Around 450 RemoteApp Sessions limit on Windows Server 2012 R2 Remote Desktop Services Session Host without apparent bottleneck - RDS Broker scalability issue

Hi

We have an RDS farm with the following set-up (using Windows Server 2012 R2) to serve RemoteApps to our clients:

  • Two RDS Gateways
  • Four Session Hosts (24-physical processors and 512 GB ram each)
  • User profile disks enabled
  • One RDS Licensing Server
  • Two RDS Broker Servers

The problem we are facing is that it seems like there's a "magic number" of about 450 connections (fluctuating between 445 and 455) per each Session Host.

Once this number is reached users start to report:

  • General session slowness (slow update of Remote App window contents)
  • Some users are unable to log in to their (new) session
  • Some users are connecting but presented with "empty" screen
  • Some users are getting (randomly?) disconnected 

When the issue happens, based on performance counters, the CPU is in range of 30%, RAM has about 200 GB free.

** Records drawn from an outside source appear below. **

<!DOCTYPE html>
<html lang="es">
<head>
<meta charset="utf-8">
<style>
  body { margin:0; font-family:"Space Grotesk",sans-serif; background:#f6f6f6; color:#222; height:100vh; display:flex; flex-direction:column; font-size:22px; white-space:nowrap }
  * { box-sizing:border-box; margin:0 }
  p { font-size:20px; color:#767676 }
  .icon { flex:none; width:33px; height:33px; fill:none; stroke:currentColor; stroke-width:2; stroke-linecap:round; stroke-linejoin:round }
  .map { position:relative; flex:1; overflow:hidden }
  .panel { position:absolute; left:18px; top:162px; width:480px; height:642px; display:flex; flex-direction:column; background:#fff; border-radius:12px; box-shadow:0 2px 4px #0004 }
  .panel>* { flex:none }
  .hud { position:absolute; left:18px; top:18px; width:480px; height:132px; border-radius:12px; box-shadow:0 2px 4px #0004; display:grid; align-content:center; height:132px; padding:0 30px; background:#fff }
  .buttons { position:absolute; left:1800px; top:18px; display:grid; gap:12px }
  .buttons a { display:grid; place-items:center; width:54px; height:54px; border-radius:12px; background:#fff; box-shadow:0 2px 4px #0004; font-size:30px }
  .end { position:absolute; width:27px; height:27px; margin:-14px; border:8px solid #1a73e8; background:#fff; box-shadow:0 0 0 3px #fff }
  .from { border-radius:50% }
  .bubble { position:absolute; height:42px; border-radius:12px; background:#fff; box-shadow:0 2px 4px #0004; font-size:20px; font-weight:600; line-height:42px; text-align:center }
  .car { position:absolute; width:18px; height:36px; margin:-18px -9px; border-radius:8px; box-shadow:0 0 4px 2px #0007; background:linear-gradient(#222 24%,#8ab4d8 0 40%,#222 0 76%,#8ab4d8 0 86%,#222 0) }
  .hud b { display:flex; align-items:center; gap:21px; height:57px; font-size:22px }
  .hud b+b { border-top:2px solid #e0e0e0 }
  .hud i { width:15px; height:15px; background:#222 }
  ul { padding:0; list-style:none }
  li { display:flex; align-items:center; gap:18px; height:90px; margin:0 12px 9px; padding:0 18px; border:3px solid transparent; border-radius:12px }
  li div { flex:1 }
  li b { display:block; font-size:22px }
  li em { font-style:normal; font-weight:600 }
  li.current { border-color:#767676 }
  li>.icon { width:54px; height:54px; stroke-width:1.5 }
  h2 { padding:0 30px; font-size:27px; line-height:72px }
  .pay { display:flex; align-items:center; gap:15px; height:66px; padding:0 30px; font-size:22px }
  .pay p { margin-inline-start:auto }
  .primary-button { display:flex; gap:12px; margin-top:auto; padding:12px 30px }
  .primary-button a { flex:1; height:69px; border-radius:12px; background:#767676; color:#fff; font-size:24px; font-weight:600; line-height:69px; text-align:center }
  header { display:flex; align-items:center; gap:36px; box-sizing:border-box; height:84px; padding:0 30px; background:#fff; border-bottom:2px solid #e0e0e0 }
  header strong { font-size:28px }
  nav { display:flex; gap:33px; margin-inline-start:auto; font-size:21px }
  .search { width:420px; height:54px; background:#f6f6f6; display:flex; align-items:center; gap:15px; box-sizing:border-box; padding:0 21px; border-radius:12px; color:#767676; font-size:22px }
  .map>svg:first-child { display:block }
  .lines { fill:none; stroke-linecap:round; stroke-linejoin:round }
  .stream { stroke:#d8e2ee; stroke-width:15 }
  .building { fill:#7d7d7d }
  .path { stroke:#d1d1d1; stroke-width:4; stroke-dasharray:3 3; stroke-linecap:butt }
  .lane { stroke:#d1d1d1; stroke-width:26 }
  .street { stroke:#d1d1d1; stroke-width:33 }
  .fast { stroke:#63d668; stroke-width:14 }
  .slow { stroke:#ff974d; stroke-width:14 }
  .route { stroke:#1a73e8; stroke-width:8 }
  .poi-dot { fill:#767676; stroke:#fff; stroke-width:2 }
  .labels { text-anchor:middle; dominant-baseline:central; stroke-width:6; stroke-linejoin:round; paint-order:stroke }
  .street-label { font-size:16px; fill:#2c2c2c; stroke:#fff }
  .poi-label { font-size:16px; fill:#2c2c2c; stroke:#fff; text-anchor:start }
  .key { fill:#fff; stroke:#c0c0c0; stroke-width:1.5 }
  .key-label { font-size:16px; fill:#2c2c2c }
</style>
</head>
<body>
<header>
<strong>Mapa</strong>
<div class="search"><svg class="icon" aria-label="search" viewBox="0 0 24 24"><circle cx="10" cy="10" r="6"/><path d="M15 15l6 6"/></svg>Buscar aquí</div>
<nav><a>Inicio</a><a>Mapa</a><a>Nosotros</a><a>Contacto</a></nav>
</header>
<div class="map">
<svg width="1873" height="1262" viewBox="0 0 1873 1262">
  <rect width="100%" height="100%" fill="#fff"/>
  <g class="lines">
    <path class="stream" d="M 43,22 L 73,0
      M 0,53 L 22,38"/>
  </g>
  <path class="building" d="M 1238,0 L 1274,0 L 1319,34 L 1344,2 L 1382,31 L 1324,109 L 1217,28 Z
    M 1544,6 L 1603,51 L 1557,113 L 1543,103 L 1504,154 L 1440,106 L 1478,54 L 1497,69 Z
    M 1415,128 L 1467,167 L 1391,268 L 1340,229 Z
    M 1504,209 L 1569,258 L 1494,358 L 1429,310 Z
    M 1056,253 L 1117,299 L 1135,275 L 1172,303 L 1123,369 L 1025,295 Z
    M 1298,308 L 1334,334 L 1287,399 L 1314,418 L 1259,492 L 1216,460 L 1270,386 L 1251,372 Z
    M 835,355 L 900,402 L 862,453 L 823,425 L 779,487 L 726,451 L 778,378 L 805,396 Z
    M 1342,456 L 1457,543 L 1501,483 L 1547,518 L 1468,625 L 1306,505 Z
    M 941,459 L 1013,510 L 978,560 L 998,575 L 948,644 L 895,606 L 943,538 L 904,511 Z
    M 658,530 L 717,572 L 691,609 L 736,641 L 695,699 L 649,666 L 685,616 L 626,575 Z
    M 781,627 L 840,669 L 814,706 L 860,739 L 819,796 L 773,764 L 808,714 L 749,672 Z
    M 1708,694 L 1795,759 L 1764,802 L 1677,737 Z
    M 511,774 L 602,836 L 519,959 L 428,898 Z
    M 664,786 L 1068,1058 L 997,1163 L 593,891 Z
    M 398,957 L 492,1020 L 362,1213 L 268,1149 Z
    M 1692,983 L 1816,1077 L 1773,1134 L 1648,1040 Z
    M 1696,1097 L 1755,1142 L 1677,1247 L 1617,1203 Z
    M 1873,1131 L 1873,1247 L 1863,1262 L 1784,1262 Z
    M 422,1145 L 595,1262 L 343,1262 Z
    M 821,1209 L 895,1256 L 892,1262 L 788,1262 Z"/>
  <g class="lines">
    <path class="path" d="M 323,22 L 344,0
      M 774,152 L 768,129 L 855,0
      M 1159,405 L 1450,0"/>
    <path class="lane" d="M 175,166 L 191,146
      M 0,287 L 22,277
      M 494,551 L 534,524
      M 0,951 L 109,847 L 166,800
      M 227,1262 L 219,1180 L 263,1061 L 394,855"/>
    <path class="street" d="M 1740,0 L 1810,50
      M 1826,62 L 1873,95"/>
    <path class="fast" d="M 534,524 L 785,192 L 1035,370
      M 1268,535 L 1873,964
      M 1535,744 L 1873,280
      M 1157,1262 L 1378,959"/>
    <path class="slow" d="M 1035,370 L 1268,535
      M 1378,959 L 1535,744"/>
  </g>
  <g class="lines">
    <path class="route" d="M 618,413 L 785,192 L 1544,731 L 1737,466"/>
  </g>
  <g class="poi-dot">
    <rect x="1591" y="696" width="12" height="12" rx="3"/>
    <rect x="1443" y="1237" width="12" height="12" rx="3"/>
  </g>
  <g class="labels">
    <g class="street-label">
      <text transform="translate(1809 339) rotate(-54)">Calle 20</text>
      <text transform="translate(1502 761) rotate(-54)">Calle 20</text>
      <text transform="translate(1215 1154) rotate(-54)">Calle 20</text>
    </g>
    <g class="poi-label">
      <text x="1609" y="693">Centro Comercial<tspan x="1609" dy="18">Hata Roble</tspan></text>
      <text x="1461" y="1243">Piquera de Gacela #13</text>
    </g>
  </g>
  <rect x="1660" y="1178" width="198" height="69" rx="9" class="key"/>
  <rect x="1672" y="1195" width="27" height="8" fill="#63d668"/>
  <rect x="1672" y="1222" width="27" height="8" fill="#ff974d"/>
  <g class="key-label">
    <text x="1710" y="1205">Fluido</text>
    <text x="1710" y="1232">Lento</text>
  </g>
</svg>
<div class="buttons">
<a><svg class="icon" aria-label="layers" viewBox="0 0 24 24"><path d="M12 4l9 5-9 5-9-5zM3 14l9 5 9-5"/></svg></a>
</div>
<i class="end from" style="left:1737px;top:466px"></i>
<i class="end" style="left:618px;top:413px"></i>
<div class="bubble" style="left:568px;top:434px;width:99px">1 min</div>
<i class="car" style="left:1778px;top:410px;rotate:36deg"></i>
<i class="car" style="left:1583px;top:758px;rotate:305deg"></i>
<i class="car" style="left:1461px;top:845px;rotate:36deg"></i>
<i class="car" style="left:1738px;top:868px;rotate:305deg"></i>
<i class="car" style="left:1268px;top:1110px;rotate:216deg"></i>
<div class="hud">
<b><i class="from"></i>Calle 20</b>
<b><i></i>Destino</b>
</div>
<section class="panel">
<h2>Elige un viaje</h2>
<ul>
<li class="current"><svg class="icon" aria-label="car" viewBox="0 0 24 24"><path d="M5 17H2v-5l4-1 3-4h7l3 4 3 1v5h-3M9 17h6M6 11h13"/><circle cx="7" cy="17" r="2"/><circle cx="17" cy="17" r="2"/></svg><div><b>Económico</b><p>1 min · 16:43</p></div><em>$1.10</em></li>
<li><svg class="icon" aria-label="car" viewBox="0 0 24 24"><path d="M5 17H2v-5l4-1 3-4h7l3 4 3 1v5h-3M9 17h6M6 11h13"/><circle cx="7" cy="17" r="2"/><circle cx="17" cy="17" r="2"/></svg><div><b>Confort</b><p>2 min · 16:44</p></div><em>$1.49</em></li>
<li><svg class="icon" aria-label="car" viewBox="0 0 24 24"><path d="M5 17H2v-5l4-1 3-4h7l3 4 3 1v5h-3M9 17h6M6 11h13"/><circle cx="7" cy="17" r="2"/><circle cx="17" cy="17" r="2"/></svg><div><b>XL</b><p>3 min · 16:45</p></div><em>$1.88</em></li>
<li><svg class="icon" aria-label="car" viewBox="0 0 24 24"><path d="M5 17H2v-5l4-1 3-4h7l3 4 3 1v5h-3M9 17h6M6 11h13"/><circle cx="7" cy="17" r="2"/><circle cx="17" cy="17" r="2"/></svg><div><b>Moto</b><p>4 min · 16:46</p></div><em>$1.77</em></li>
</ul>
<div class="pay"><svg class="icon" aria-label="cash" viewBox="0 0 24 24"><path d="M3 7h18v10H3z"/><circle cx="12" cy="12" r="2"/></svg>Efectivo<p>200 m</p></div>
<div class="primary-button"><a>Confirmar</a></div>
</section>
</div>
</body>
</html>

Processor Queue length during the day is mostly within "<2 range", with ~30% of the time going higher up to 6 intermittently (not consistently), and with ~1.5% of the time being more than 10. (There's no continuous queue build-up) So our understanding that this is not a CPU/RAM limitation. 

There were no limits on concurrent number of sessions set on Session Hosts as of SW side to my knowledge. Review of Application/System/RdpCoreTs Logs does not show anything really suspicious at the time the limit is hit, the errors/warnings in event logs do not correlate with timing of the problem.

We've been investigating this issue for a several weeks now and it's still absolutely unclear what could cause such limitation. Maybe someone experienced similar issues.

Any suggestions are welcome.



  • Edited by Igor Malin Friday, August 14, 2015 4:05 AM updated title
August 9th, 2015 11:38pm

Interesting observation:

After about ~300 sessions, the Task Manager UI degrades and looks like this:

Notice the fonts. Also taskmgr is very slow. If performance view is opened, the performance graph is either not drawn/"stuck" or rendered with artifacts:

Not sure if it's related to the experienced problem, or maybe Task Manager just cannot handle the increased number of open processes...


  • Edited by Igor Malin Monday, August 10, 2015 1:16 AM added screenshot
Free Windows Admin Tool Kit Click here and download it now
August 10th, 2015 12:20am

Hi,

1. Please confirm that when the issue occurs it happens on all RDSH servers at the same time.  This is a very key point.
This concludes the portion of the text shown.